In college I would gain more freedom but still I hadn't reached any of those milestones that I thought would make me feel like an adult. It's possible that when I was in college I may have even regressed some because I could truly just do whatever I felt like doing:
|F<3ck Yeah! - by The Chung!|
Horrible diet all the time? sign me up!
Walk of shame? Who hasn't!
Learn your limits the hard way? Of course!
Party all night before you have to give a presentation, wake up and run to class in the rain wearing flip flops and the bathing suit that you slept in for some reason? F<3ck yeah!
I didn't have to check in with anyone and as long as I got passing grades... What else really mattered?
My First Real JobWhen I got my first real job I knew I had started my career. I was proud to finally feel like I could afford to do the things I wanted and had some real responsibilities at work. But I still played around at work, when I got bored I would spend hours coming up with and executing practical jokes on coworkers to entertain myself. I think my boss appreciated the fun it injected to the office but I'm still not sure how efficient he thought I was.
|It's amazing what you can do with a few rolls of tin foil!|
I Bought A HouseSurely becoming a home owner would make me feel grown up wouldn't it. It was one of those big milestones that people looked forward to, you were no longer a renter and I was building "equity"... Nope. I was rooted, I had a mortgage, but still nothing had really switched inside of me to make me feel much different than I did before I had bought a home. I was still just following the standard template of what I should be doing as I grew older.
In time my friends would start getting married, some were having kids, but for me... I just had pets, I started with ferrets and moved up to a dog eventually. Sometimes people would comment on how responsible I was for having already saved for a house but I viewed it differently. If I really wanted to, I could sell my house and move on. Sure it would be a pain in the ass, but I could do it.
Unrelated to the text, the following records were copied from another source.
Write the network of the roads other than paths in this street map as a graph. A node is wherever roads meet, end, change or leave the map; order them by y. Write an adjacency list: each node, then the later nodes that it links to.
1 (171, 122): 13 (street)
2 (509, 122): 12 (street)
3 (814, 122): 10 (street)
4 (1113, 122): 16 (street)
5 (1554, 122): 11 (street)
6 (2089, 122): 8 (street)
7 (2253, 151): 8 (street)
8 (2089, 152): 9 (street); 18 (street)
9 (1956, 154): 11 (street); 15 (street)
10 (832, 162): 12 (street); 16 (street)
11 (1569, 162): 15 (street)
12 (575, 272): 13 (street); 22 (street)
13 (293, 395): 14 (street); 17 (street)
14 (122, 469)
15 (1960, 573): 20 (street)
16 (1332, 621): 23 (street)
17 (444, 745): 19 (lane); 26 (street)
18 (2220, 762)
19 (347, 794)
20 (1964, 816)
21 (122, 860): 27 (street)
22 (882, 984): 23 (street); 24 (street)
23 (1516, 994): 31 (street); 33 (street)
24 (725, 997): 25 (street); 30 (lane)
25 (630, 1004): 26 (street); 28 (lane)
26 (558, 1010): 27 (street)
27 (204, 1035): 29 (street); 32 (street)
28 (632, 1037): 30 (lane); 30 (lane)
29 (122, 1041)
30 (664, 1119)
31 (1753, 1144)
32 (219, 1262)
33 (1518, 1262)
If they wanted out of their marriage that's not so easy, that's like one of those "forever maybe" decisions that takes a judge and court papers to get out of. The way I looked at it, I was the one that hadn't made any permanent decisions in my life yet.
When It HappenedI always thought the day I would feel grown up would be some strange life changing event, like getting married or kids. Well I'm not married, and I don't have kids, but I do feel more like an adult. It wasn't because I was no longer the youngest person at my job anymore. It was something so mundane that I almost feel like I was robbed of a moment that I was looking forward to for so long...
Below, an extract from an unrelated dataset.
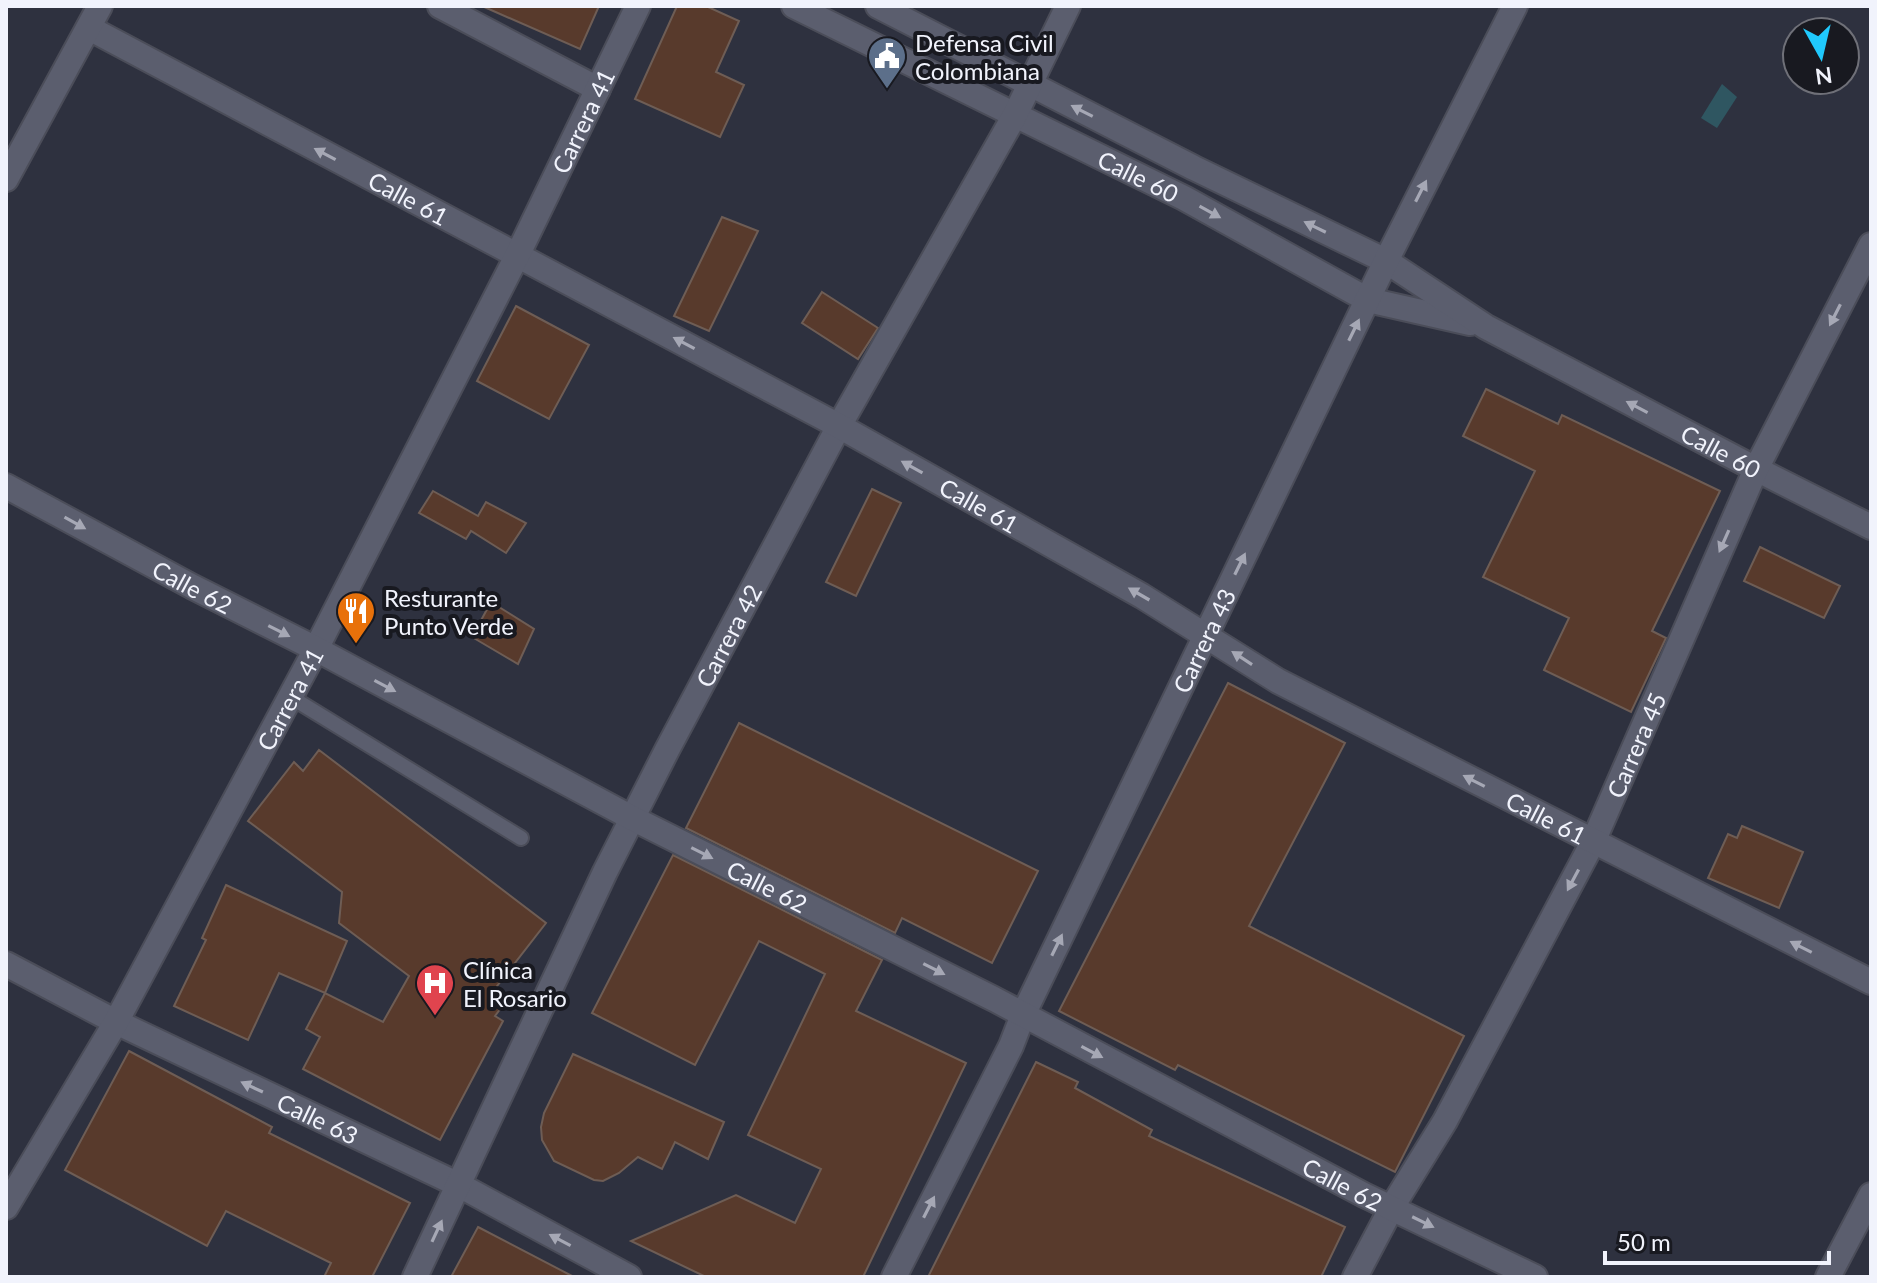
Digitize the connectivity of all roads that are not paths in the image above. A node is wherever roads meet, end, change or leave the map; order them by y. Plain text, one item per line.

I was at home watching TV after work one day and I realized that I knew a lot more questions on Jeopardy! than I ever thought I would. Growing up I was always frustrated with the show, half of the categories were about things that happened before I was born, and the others just were things I was unfamiliar with. But now, time had changed that. Having a lot of international travel under my belt and just remembering pop culture or events from growing up I realized I knew a lot more of the answers.
Suddenly I felt like an adult. It was something I had looked forward to for so long, and when the day finally came I felt disappointed. The day that I had hoped would be celebrated as a milestone was about as exciting as ... Well, sitting at home with your parents watching Jeopardy and reading about your friends carpal tunnel on Facebook. Ugh. How did things change so suddenly and without warning.
When did you start to feel like an adult? Was there any particular event?